Alexander Pope amalgamates nature throughout his Essay on Criticism in various lines to express neoclassicism. According to Albert C. Baugh, Baugh says the in Essay on Criticism pt. 1, “Pope starts with the view that as poets must by natural endowment have genius, so critics must have taste; that most men ‘have the seeds of judgment in their mind,’ and that this natural taste must be developed by a study of Nature (that is, of the moral system of the universe together with its manifestations) and a study of the ancients and of ancients rules…” (843). That means that Pope has that taste that many critics wish they had in their mind. Nature is expressed by Pope as the best guide of judgment, in his Essay on Criticism, in this following stanza, “First follow Nature, and your judgment frame by her just standard, which is still the same; Unerring Nature, still divinely bright, one clear, unchanged, universal light…” (lines 68-71). So, Pope is saying that Nature is this unchangeable source that people should follow to walk in the right path. Alexander Pope says “Those rules of old discovered, not devised, are Nature still, but Nature methodized; Nature, like liberty, is but restrained by the same laws which first herself ordained…” (lines 88-91). Pope uses this simile to describe how Nature is very similar to liberty. Harold Bloom explains that “Everything in the Essay turns on this fundamental idea of Nature, and three main principles underlie Pope’s reasoning: (1) That all sound judgment and true ‘wit’ is founded on the observation of Nature; (2) That false ‘wit’ arises from a disregard of Nature and an excessive affection for the conception of the mind; (3) That the true standard for determining what is ‘natural’ in poetry is to be found in the best works of the ancients…” (1417).

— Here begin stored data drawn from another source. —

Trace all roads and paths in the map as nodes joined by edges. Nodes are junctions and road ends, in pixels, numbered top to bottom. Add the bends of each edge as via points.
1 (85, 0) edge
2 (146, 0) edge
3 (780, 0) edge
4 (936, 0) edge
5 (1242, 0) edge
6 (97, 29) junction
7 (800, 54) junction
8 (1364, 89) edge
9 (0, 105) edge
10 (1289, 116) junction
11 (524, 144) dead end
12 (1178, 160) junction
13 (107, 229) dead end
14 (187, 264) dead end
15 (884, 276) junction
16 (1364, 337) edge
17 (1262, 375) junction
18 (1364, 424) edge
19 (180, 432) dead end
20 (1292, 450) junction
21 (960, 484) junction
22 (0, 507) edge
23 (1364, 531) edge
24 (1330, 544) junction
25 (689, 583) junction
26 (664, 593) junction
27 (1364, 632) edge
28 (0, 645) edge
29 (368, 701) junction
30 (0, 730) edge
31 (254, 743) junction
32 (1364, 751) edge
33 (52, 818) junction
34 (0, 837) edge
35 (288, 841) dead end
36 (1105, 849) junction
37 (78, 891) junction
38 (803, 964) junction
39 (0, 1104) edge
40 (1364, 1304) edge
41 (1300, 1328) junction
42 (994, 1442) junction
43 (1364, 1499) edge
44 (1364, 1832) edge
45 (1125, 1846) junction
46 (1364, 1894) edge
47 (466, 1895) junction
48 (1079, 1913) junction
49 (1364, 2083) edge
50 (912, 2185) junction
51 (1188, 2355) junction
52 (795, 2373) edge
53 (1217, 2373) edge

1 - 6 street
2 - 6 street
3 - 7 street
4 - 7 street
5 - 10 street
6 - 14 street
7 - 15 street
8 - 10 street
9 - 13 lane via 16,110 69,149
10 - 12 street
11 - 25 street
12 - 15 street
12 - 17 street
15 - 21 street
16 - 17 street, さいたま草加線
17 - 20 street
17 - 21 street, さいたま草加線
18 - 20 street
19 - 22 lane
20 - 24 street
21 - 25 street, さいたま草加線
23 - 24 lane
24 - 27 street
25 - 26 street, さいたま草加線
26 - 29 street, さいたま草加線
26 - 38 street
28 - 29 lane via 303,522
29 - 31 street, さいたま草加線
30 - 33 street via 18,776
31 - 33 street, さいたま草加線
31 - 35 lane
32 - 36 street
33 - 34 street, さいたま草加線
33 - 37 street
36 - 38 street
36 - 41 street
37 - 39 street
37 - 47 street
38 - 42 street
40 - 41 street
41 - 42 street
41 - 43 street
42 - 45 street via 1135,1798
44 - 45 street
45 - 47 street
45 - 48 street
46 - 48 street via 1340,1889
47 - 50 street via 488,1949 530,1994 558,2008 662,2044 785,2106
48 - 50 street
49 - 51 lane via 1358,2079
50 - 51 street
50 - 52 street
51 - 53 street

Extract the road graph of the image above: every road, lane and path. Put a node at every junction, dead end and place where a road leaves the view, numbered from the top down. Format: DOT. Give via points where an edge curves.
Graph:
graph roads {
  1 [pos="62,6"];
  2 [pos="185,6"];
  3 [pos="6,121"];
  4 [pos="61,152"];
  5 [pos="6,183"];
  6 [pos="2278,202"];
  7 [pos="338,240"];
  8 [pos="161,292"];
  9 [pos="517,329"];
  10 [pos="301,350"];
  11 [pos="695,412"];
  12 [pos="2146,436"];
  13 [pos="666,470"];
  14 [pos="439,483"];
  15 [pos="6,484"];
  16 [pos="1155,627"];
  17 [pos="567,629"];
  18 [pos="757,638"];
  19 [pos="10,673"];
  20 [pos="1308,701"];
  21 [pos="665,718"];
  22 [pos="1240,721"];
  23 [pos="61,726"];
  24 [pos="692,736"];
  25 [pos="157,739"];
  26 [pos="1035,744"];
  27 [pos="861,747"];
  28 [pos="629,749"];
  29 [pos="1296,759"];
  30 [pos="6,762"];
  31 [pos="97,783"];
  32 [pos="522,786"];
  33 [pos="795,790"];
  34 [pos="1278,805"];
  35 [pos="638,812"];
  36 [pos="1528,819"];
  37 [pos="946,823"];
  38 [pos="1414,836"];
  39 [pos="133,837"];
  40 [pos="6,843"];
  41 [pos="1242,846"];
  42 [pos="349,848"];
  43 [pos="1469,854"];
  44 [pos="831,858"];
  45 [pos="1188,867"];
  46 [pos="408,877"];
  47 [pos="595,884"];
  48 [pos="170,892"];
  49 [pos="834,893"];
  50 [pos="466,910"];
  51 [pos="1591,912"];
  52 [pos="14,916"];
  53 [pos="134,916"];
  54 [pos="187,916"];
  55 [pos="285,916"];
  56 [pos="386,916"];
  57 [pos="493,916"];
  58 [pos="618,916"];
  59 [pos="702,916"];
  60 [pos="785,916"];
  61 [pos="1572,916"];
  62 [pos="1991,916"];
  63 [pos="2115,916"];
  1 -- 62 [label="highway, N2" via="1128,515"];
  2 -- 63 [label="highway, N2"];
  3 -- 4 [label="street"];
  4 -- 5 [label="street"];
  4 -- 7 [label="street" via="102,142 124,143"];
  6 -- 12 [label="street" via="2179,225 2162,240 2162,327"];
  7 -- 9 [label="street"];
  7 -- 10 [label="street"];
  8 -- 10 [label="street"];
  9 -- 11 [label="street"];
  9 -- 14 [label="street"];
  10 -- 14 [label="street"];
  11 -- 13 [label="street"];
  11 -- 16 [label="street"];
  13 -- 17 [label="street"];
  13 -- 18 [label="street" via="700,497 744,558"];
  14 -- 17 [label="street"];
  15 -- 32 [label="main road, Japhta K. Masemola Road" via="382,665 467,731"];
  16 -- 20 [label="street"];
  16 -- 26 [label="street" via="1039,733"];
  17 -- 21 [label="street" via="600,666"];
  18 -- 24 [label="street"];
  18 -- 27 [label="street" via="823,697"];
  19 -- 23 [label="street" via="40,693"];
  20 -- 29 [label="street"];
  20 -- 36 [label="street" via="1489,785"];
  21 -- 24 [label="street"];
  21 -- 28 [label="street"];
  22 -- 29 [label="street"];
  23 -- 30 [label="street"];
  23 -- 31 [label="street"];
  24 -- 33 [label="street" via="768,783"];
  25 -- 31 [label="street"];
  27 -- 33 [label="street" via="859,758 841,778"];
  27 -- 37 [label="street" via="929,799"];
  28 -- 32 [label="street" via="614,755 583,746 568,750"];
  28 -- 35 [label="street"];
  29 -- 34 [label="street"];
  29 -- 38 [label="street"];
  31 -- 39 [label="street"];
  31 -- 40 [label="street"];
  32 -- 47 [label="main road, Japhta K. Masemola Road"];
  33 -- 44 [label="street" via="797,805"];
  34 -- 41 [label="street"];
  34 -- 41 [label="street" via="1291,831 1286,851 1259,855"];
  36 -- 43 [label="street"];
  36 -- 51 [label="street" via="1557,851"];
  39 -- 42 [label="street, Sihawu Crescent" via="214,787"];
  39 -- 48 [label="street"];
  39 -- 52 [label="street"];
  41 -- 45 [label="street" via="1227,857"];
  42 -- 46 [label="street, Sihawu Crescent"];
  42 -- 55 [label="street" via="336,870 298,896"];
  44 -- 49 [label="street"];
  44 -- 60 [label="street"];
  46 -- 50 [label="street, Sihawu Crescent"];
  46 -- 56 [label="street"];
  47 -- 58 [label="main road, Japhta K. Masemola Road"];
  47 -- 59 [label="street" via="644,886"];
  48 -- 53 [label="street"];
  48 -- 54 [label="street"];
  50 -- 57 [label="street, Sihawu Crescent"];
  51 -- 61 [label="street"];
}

According to Edward Niles Hooker, “A critic must understand wit if he is to talk of literature” (227). The way that Alexander Pope coalesce wit into his work displays that Pope is indeed a poet and also a critic. Harold Bloom explains wit as “…the practice of finding resemblances in objects apparently dissimilar, as it was cultivated throughout the seventeenth century by poets like Donne, Crashaw, Quarles, and Cowley…Wit, as we see from the Essay on Criticism, was regarded in the early part of the century as a power object in poetry…” (1417). Pope explains how authors and critics are somewhat alike in this stanza, “Authors are partial to their wit, ‘tis true, but are not critics to their judgment too?” (lines 17-18). But unlike the last reference, Pope uses this stanza to explicate how searching for wit could lead to more problems, “In search of wit these lose their common sense, and then turn critics in their own defense…” (lines 28-29).

Alexander Pope elucidates genius within several lines in his Essay of Criticism. Pope explains in the following stanza that a true taste is hard to find, and that is the same for a true genius, “’Tis with out judgment as our watches, none go just alike, yet each believes his own. In poets as true genius is bur rare, true taste as seldom is the critic’s share…” (lines 9-12). In the next selected stanza, Pope explains that if you just look for fame then you just be another name, but if you reach your goal or limit its no telling how far you will go, “But you who seek to give and merit fame, and justly bear a critic’s noble name, be sure yourself and your own reach to know, how far your genius, taste, and learning go…” (lines 46-49). Alexander Pope justifies in this next stanza that only one person with the right wit and imagination can understand what is going on, “One Where beam of warm imagination play, the memory’s soft figures melt away. One science only will one genius fit, so vast is art, so narrow human wit…” (lines 58-61).

In conclusion, Alexander Pope vindicates how these principles, nature, wit, and genius, were used to express neoclassicism throughout his Essay on Criticism.